EXERCISE PROMPT:
Before you return the entries below, strip out the pictures and keep all else exact.

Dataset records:

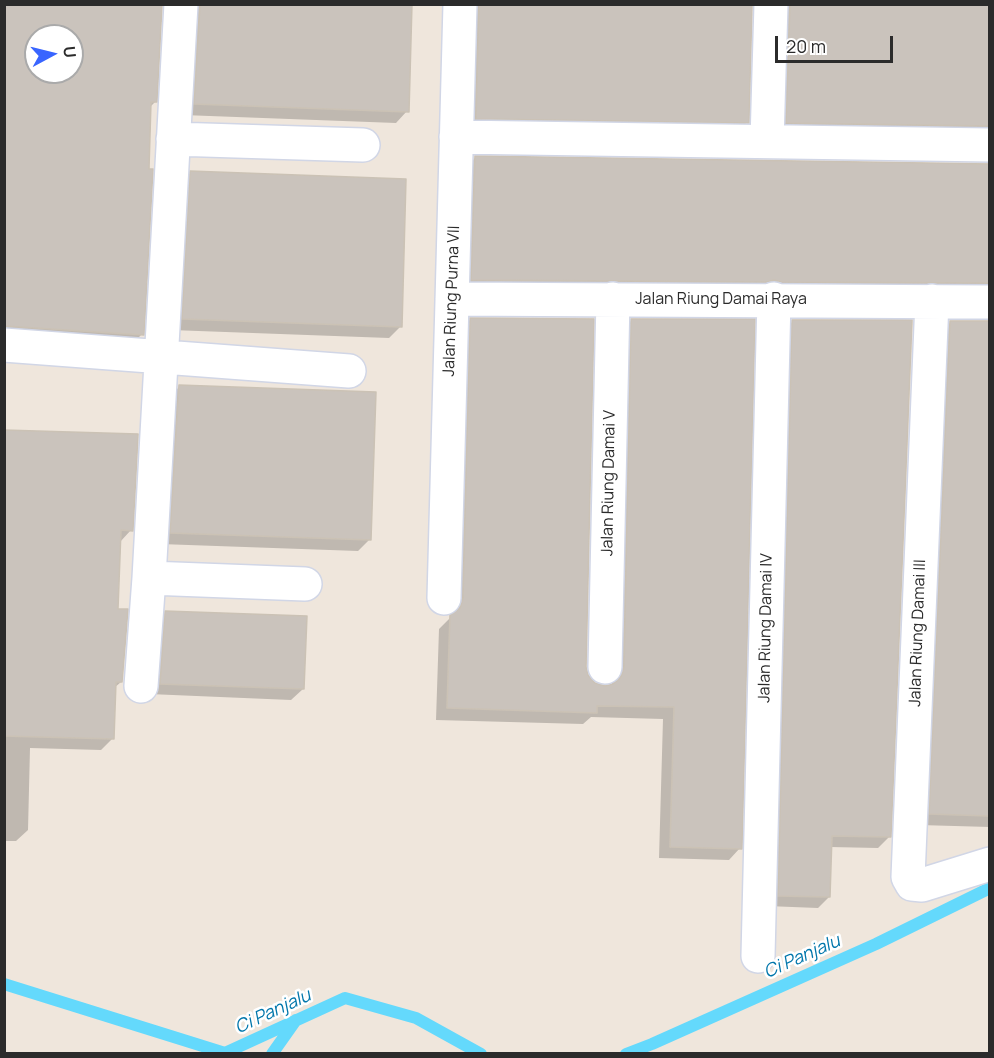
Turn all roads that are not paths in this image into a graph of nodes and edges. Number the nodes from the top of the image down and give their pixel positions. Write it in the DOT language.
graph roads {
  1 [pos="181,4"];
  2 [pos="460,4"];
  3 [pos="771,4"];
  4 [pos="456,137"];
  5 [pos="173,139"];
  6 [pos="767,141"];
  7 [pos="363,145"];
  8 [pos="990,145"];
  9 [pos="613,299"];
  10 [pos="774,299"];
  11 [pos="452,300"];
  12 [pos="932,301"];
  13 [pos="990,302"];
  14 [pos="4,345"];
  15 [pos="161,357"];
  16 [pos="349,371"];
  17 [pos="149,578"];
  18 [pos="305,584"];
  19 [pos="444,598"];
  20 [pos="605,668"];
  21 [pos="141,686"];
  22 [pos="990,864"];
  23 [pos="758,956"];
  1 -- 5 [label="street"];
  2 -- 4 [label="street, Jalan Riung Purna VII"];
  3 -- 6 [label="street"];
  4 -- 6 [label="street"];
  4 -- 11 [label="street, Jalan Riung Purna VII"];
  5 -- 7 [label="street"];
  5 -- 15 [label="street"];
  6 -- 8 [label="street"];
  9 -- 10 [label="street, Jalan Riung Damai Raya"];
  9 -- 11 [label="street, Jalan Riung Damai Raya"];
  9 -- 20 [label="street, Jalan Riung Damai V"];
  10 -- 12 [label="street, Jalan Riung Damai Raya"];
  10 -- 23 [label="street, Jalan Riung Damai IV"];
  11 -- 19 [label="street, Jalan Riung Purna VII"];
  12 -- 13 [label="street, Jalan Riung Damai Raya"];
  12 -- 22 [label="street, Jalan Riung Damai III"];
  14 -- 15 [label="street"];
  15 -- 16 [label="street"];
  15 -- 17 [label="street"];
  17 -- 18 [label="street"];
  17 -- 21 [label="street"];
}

EXERCISE SOLUTION:
Turn all roads that are not paths in this image into a graph of nodes and edges. Number the nodes from the top of the image down and give their pixel positions. Write it in the DOT language.
graph roads {
  1 [pos="181,4"];
  2 [pos="460,4"];
  3 [pos="771,4"];
  4 [pos="456,137"];
  5 [pos="173,139"];
  6 [pos="767,141"];
  7 [pos="363,145"];
  8 [pos="990,145"];
  9 [pos="613,299"];
  10 [pos="774,299"];
  11 [pos="452,300"];
  12 [pos="932,301"];
  13 [pos="990,302"];
  14 [pos="4,345"];
  15 [pos="161,357"];
  16 [pos="349,371"];
  17 [pos="149,578"];
  18 [pos="305,584"];
  19 [pos="444,598"];
  20 [pos="605,668"];
  21 [pos="141,686"];
  22 [pos="990,864"];
  23 [pos="758,956"];
  1 -- 5 [label="street"];
  2 -- 4 [label="street, Jalan Riung Purna VII"];
  3 -- 6 [label="street"];
  4 -- 6 [label="street"];
  4 -- 11 [label="street, Jalan Riung Purna VII"];
  5 -- 7 [label="street"];
  5 -- 15 [label="street"];
  6 -- 8 [label="street"];
  9 -- 10 [label="street, Jalan Riung Damai Raya"];
  9 -- 11 [label="street, Jalan Riung Damai Raya"];
  9 -- 20 [label="street, Jalan Riung Damai V"];
  10 -- 12 [label="street, Jalan Riung Damai Raya"];
  10 -- 23 [label="street, Jalan Riung Damai IV"];
  11 -- 19 [label="street, Jalan Riung Purna VII"];
  12 -- 13 [label="street, Jalan Riung Damai Raya"];
  12 -- 22 [label="street, Jalan Riung Damai III"];
  14 -- 15 [label="street"];
  15 -- 16 [label="street"];
  15 -- 17 [label="street"];
  17 -- 18 [label="street"];
  17 -- 21 [label="street"];
}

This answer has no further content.